Wednesday, 18 October 2017

Conservation and comment

THE Henley Society was founded in 1961 as an ad-hoc protest group to prevent the Catherine Wheel pub in Hart Street from being demolished and replaced with a Sixties-style shopping parade.

Its remit later expanded to include four key issues:

l The conservation and enhancement of the town, its waterfront and its setting.

l The preservation of the town’s historical centre, its approaches and trees.

l Maintaining an appropriate balance between housing and the provision of employment, shopping and leisure facilities.

l The relief of traffic congestion with better car parking facilities and improved bus and train services as well as scrutinising planning applications and giving feedback to Henley Town Council and providing input on any schemes proposed by Oxfordshire County Council which affect the town’s roads.

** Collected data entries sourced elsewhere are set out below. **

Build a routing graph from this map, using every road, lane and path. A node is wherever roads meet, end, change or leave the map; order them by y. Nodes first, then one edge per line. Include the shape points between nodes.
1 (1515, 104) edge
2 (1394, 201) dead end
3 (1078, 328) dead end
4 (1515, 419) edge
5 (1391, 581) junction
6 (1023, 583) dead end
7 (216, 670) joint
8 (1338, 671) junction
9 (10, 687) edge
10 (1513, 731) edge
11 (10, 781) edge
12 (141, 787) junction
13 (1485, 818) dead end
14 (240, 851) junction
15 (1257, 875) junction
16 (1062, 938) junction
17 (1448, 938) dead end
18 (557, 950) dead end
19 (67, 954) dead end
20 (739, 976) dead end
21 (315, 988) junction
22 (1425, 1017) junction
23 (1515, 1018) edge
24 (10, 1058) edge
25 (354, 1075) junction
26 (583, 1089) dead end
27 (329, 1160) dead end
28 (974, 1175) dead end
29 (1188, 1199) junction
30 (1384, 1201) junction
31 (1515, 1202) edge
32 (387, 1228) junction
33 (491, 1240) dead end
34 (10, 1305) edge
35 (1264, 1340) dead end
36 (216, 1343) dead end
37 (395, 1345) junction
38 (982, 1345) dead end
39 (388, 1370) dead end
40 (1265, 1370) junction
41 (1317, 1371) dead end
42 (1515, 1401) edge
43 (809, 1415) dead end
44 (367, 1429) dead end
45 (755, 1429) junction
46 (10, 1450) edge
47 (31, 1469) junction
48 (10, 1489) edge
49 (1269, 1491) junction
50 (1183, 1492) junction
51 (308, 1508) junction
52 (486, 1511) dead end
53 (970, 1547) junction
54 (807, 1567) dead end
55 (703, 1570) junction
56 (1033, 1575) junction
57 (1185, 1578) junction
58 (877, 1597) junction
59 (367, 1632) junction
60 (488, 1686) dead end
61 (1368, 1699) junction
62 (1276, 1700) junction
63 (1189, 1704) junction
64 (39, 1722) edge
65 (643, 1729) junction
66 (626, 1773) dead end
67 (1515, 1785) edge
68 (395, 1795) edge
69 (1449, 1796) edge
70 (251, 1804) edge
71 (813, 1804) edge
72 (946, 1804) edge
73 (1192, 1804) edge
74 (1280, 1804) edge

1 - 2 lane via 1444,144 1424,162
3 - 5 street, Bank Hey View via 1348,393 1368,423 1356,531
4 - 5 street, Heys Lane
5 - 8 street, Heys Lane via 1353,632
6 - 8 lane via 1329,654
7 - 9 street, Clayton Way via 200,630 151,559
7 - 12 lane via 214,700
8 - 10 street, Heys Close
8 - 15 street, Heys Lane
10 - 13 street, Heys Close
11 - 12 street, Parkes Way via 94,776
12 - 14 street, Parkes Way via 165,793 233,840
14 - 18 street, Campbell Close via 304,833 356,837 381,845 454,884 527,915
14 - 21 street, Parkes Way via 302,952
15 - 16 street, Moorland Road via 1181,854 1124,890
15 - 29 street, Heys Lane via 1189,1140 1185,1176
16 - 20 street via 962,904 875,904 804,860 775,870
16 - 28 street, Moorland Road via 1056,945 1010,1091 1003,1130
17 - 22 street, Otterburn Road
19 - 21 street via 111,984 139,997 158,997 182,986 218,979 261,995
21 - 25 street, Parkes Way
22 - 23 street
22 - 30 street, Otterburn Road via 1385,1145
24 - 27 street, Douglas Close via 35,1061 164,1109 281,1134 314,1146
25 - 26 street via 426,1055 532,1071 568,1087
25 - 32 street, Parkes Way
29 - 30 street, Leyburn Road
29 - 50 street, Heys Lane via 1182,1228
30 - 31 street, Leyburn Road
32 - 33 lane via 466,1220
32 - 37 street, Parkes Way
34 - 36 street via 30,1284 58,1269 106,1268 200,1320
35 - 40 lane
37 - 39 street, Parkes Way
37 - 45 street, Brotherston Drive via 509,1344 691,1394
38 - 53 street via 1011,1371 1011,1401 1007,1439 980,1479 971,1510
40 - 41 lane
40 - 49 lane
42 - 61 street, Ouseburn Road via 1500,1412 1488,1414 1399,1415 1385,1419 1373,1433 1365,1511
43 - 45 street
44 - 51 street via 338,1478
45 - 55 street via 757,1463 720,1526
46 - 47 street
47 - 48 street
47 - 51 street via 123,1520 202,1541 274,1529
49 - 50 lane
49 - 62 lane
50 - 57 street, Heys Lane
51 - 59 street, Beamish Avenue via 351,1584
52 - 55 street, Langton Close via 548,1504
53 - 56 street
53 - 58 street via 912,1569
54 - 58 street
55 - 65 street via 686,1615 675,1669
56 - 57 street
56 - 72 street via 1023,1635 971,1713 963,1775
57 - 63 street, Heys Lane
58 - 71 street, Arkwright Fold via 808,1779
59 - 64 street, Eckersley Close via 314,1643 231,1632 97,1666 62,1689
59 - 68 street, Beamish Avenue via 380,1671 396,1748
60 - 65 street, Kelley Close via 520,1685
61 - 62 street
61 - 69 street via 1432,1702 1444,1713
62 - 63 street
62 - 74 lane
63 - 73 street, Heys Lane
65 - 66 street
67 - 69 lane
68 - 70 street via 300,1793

It also reviews proposed revisions to South Oxfordshire District Council’s local plan. The society is particularly concerned with preserving listed buildings and those within the Henley conservation area and encourages “high standards of design and construction for all new buildings and those being restored”.

Many of its members are experts in architecture, surveying and other professions that involve planning.

The society regularly liaises with the Henley Business Partnership, the River Thames Society and the Henley Archaeological and Historical Group.

It says: “The society regularly brings its influence to bear on difficult and controversial applications. This is not to say that it has no time for modernising or merely wants Henley to be submerged in aspic — quite the contrary.

“While the best of the past matters, it is also necessary to incorporate the best of the future. Our watchwords are to maintain the very best of Henley for posterity and ensure that the highest and most sensitive standards are applied to future developments.”